What if time travel is unbelievably simple in the future, but your place in space is static.
If only your time changes, you would have to know the exact coordinates of the earth at the point in time you are teleporting to, the date alone would not be enough. This could make teleportation to a certain date nearly impossible, if you end up teleporting to some middle-of-nowhere location in the universe.
That could explain why we don’t know of anyone who has come back from the future.
I had postulated that as well, when I was in college. Not only would you need the exact coordinates, but you’d need coordinates at an exact space where nothing else currently is, or your atoms collide with ones already there. There is 1 workaround though… if you could access a parallel dimension where time flows backwards, you could exit at the time you needed, into your origin dimension.
@Niburan Quantum entanglement theory would prevent collision. If we are already connected to everything then things would just slide to the side to make room in anticipation of your arrival.
You wouldn’t be entangled with the atoms there though, you might even be splitting timelines to create a parallel reality… numerous ways it could go in quantum theory
Depending on who you read though all atoms are entangled… across dimensions and space and time. Think Wrinkle in Time… But not this newest movie…it was an abomination.

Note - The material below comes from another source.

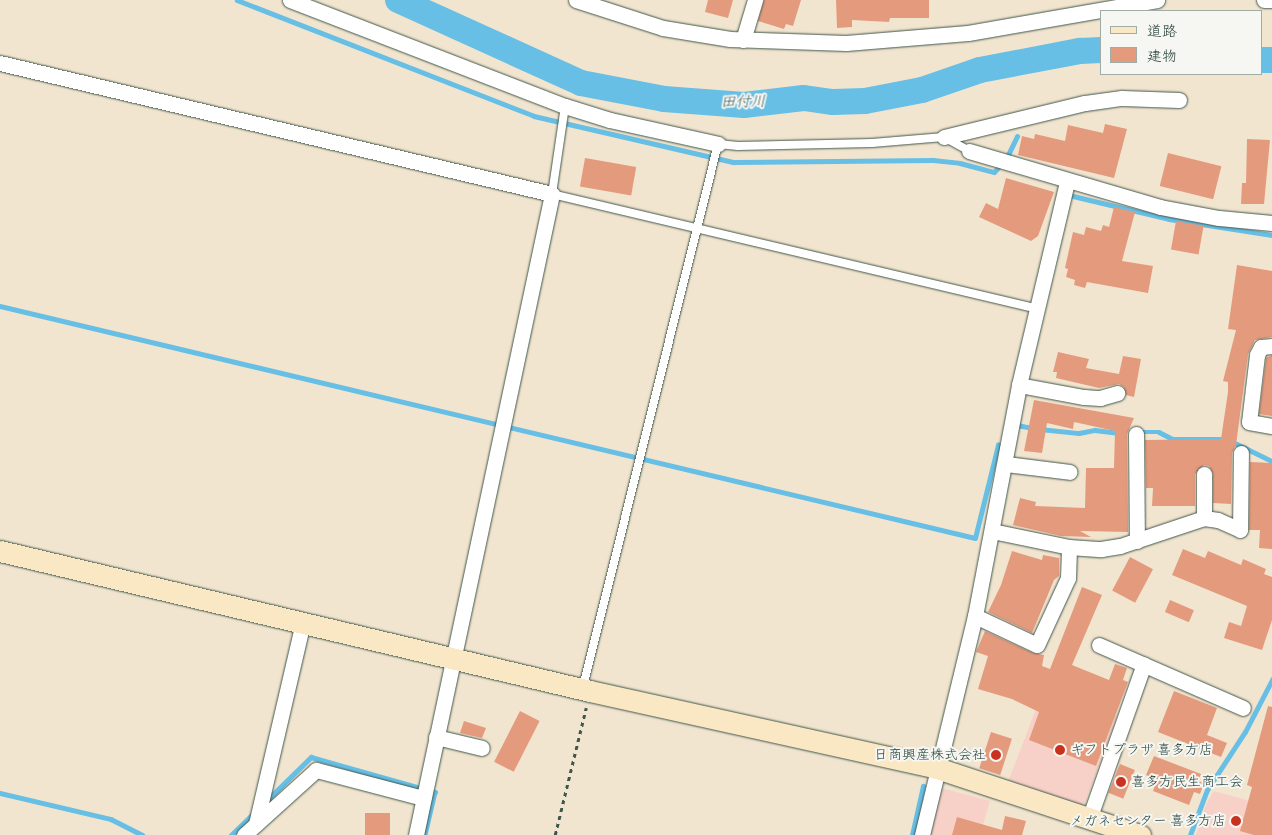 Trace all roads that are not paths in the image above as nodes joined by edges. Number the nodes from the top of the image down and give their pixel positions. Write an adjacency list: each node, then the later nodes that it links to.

LOL it was so bad I renamed it Not A Wrinkle In Time in my movie folder… Been a HUGE fan of the book series since like 4’th grade. Taking the twins out and making it diversified was a horrible decision, since the ancestral lineage plays a HUGE part in the later books, effectively they can’t do the book series now with how they ruined the movie.

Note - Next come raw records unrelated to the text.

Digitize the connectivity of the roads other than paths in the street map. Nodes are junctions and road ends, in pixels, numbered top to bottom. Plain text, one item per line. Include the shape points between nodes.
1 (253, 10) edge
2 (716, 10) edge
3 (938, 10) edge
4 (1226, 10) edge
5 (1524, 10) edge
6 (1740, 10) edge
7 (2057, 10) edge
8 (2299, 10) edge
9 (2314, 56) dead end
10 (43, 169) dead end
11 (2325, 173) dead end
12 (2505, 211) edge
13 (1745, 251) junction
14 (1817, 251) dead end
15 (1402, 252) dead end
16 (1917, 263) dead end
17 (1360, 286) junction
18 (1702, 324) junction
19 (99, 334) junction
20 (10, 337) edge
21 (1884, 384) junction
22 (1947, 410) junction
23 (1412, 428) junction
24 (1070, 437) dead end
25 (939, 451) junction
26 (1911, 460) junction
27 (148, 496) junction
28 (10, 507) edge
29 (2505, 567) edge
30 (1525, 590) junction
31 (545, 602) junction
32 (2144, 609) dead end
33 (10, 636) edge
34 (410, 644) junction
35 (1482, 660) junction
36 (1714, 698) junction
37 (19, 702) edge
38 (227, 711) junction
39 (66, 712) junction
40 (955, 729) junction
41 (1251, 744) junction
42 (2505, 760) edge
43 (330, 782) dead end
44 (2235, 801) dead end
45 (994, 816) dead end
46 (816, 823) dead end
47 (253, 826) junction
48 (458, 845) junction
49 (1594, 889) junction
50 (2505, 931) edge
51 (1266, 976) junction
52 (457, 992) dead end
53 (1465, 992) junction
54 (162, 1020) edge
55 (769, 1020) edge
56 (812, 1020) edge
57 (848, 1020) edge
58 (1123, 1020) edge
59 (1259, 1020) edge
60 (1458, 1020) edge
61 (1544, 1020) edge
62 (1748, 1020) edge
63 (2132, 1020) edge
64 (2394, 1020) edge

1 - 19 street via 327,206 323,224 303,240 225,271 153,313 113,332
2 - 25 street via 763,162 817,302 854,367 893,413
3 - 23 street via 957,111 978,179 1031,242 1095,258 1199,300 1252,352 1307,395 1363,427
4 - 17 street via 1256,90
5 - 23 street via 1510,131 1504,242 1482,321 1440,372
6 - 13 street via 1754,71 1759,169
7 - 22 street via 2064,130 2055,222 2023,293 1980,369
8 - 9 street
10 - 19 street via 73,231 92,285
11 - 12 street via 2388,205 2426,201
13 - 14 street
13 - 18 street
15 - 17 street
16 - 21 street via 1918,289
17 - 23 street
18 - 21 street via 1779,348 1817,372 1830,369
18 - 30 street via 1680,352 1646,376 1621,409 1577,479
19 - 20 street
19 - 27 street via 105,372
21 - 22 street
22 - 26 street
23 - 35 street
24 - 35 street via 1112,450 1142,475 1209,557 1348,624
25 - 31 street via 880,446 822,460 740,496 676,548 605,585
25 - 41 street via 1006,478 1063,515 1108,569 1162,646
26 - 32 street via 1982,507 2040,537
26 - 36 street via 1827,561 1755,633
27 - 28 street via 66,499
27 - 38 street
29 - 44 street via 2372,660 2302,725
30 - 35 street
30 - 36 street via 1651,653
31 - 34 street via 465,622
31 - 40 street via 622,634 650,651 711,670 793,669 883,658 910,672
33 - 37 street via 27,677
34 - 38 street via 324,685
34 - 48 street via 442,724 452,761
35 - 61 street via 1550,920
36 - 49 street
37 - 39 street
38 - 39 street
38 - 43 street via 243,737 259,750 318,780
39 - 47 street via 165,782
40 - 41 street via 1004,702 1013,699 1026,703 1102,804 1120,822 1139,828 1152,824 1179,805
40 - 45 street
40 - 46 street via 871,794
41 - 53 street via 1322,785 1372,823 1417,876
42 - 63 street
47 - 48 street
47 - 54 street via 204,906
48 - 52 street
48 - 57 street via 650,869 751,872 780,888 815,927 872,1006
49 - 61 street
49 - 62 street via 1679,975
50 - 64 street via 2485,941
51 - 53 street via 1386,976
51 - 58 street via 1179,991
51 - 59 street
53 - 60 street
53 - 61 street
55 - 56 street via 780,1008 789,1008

By far the most particles in the visible universe aren’t quantum entangled. That’s obvious from observation, since if all electron spins e.g. would be entangled, all electrons would flip their spin at the same time, and we couldn’t observe varying statistics of electron spins in a sample, resulting in varying degrees of magnetism, e.g. by applying gradually changing exterior magnetic fields.
A second example: All (bosonic) atoms of spin 0 would form a Bose-Einstein condensate not just near absolute zero, since they would be in the same quantum state, hence in the lowest.
The “single source” isn’t a single quantum state. In the early phase of the big bang temperatures were very high, allowing for a huge amount of possible quantum states within a small volume. Without warranty you may think of the initial state of the universe as a superposition of all possible quantum states, the wave functions of which collapse relative to an observer, regarding the observer as a particular quantum state.
That way we get to the many world interpretation of quantum theory and a universal wave function. See also a proposed Hartle-Hawking state as a pre-Planck epoch of the universe."
I watched that a few weeks ago so it rang a bell but lately I’ve been watching married with children from start to finish so I automatically thought Kelly
What if all beings send out a sort of Hawking Radiation? Something similar to the sound waves we emit, the sunlight reflected off our bodies, and the auras some claim to see. It may then be plausible that humans would have the ability to sense certain phenomena, like the feeling that you’re being watched or knowing what someone is thinking without having to use words
Some supporting documentation
Think of all the fields of cannabis you could spot, stopping at each one to sample a nibble. Maybe transfer a little pollen here and there…yeah it would be awesome.